Abstract

Analog joint source-channel coding (JSCC) is a communication strategy that does not follow the separation principle of conventional digital systems but has been shown to approach the optimal distortion-cost tradeoff over additive white Gaussian noise channels. In this work, we investigate the feasibility of analog JSCC over multiple-input multiple-output (MIMO) fading channels. Since, due to complexity constraints, directly recovering the analog source information from the MIMO channel output is not possible, we propose the utilization of low-complexity two-stage receivers that separately perform detection and analog JSCC maximum likelihood decoding.

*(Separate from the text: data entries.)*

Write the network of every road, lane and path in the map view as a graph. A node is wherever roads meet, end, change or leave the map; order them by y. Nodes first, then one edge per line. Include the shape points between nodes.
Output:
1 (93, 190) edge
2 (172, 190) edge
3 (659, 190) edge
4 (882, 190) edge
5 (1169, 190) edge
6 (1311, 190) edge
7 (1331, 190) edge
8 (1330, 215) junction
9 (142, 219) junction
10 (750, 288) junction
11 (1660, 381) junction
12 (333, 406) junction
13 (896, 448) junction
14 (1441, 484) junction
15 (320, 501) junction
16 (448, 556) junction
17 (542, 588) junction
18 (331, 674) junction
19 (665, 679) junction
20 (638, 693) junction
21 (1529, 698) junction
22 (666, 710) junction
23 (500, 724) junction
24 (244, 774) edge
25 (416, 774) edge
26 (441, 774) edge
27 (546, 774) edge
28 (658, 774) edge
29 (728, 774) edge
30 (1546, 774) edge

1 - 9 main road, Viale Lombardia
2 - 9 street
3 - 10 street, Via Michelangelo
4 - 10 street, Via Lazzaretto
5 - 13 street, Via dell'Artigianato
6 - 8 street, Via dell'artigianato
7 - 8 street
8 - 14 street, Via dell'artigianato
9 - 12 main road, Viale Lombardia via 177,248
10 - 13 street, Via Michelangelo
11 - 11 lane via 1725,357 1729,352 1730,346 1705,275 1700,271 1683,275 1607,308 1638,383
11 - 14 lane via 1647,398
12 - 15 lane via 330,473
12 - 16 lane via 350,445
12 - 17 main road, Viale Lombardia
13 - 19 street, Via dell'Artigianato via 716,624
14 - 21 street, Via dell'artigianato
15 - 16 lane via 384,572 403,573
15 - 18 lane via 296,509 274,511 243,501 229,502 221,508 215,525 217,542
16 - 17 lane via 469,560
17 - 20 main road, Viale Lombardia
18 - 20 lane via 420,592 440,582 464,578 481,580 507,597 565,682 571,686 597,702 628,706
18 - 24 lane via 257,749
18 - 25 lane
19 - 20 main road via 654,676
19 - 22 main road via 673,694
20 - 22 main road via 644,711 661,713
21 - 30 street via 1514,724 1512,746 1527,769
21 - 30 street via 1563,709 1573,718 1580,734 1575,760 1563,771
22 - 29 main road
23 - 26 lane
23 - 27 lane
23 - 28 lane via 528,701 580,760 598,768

We study analog JSCC MIMO receivers that utilize either linear minimum mean square error or decision feedback MIMO detection. Computer experiments show the ability of the proposed analog JSCC receivers to approach the optimal distortion-cost tradeoff both in the low and high channel signal-to-noise ratio regimes. Performance is analyzed over both synthetically computer-generated Rayleigh fading channels and real indoor wireless measured channels.

Highlights

  • The splitting of source compression and channel coding is a fundamental design principle in digital communications known as the ‘separation principle’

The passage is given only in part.